● **Entries provided**

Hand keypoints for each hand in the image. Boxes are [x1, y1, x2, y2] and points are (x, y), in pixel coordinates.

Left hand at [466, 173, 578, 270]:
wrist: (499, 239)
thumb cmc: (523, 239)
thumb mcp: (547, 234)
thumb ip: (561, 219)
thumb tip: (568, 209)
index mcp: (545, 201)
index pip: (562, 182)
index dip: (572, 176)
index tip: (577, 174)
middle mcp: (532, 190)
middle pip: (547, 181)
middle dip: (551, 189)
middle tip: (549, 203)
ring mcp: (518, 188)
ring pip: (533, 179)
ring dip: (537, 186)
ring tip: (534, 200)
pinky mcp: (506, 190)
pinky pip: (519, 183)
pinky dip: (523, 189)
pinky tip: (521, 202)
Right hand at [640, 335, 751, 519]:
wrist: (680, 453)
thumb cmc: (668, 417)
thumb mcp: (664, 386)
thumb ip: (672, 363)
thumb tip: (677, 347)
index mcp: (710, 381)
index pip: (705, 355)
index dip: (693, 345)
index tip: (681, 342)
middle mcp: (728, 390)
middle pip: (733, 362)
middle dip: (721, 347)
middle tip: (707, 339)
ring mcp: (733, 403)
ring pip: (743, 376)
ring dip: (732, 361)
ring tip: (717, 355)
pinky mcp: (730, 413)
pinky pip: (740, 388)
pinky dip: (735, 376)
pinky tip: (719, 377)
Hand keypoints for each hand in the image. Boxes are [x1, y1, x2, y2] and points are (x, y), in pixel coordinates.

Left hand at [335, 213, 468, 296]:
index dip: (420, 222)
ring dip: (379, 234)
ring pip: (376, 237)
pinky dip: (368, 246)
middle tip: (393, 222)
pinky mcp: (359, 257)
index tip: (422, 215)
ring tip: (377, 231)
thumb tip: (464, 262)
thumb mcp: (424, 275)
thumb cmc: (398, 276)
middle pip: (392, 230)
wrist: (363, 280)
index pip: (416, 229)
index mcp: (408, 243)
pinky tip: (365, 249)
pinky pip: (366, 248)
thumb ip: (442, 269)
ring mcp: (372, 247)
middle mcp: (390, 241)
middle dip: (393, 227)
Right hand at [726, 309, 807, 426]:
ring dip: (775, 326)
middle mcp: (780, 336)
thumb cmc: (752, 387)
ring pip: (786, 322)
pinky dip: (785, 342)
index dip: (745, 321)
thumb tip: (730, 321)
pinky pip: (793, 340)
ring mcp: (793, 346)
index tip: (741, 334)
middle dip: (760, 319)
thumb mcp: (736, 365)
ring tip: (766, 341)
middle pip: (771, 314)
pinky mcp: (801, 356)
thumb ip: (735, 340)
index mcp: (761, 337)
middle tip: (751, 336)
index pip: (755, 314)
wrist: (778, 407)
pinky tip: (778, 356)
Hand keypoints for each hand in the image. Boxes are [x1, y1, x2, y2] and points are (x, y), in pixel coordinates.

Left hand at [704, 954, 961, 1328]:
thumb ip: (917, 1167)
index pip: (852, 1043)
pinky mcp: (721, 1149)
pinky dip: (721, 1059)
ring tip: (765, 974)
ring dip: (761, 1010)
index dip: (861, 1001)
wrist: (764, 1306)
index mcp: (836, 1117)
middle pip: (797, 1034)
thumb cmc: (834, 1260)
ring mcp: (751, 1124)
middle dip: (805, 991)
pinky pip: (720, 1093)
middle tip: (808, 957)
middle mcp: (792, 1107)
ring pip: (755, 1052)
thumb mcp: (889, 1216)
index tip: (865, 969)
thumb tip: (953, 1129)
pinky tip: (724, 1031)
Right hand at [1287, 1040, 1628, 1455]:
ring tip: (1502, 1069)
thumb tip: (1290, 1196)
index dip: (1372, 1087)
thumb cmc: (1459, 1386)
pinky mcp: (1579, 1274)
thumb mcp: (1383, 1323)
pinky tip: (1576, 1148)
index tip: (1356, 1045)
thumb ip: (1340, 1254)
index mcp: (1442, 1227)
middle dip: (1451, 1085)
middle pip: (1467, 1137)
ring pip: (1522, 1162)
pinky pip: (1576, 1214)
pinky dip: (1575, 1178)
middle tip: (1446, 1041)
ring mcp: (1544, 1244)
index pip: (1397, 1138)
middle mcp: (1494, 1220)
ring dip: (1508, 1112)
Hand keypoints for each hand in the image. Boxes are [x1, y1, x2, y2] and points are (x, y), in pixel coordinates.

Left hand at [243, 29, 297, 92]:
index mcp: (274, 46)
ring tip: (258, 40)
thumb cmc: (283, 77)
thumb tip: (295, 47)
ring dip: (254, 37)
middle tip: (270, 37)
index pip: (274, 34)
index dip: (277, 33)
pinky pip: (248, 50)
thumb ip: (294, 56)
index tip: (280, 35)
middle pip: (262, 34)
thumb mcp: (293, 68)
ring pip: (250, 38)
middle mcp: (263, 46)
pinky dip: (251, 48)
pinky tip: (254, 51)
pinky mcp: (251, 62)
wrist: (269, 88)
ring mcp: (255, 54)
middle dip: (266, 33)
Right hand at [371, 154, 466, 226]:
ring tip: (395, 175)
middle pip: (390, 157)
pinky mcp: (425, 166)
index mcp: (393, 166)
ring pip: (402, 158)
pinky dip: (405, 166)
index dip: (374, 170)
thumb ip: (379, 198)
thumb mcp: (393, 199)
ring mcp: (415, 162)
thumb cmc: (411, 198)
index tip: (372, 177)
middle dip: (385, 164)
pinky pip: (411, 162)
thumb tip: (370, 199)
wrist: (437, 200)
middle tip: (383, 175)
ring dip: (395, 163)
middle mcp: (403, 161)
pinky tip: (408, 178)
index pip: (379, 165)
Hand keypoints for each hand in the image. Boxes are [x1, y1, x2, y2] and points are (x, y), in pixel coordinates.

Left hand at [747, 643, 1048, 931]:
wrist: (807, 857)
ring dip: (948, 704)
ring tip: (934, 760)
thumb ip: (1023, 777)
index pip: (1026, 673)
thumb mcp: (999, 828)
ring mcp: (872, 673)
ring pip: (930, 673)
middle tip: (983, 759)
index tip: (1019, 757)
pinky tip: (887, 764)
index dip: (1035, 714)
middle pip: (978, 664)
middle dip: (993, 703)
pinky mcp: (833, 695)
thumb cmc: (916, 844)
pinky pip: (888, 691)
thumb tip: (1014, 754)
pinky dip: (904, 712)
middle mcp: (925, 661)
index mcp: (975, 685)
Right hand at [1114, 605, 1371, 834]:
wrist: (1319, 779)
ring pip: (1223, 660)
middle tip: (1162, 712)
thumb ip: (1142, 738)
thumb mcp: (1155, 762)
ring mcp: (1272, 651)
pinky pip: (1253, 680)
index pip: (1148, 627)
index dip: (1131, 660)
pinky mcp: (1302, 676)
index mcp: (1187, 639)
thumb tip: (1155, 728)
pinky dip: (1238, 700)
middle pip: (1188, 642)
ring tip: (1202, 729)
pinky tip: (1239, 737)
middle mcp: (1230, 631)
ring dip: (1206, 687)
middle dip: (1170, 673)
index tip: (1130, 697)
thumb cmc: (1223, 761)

● **What is needed**
Every line from the one holding "ring pip: (402, 158)" through the last line of the listing above should be set down exactly, and nothing more.

● **Written response**
ring pip: (402, 158)
pinky dip: (405, 166)
index dip: (374, 170)
thumb ip: (379, 198)
thumb mcp: (393, 199)
ring mcp: (415, 162)
thumb cmc: (411, 198)
index tip: (372, 177)
middle dip: (385, 164)
pinky pip: (411, 162)
thumb tip: (370, 199)
wrist: (437, 200)
middle tip: (383, 175)
ring dip: (395, 163)
middle mcp: (403, 161)
pinky tip: (408, 178)
index pip: (379, 165)
Hand keypoints for each hand in the image. Boxes are [x1, y1, x2, y2] and points are (x, y), in pixel coordinates.

Left hand at [747, 643, 1048, 931]:
wrist: (807, 857)
ring dip: (948, 704)
ring tip: (934, 760)
thumb ip: (1023, 777)
index pip: (1026, 673)
thumb mcp: (999, 828)
ring mcp: (872, 673)
ring pip: (930, 673)
middle tip: (983, 759)
index tip: (1019, 757)
pinky tip: (887, 764)
index dip: (1035, 714)
middle pip: (978, 664)
middle dip: (993, 703)
pinky mcp: (833, 695)
thumb cmc: (916, 844)
pinky pip: (888, 691)
thumb tip: (1014, 754)
pinky dip: (904, 712)
middle mcp: (925, 661)
index mcp: (975, 685)
Right hand at [1114, 605, 1371, 834]:
wrist: (1319, 779)
ring pip: (1223, 660)
middle tip: (1162, 712)
thumb ip: (1142, 738)
thumb mcp: (1155, 762)
ring mcp: (1272, 651)
pinky pip: (1253, 680)
index pip: (1148, 627)
index dip: (1131, 660)
pinky mcp: (1302, 676)
index mcp: (1187, 639)
thumb tip: (1155, 728)
pinky dip: (1238, 700)
middle pip: (1188, 642)
ring tip: (1202, 729)
pinky tip: (1239, 737)
middle mcp: (1230, 631)
ring dip: (1206, 687)
middle dip: (1170, 673)
index tip: (1130, 697)
thumb cmc: (1223, 761)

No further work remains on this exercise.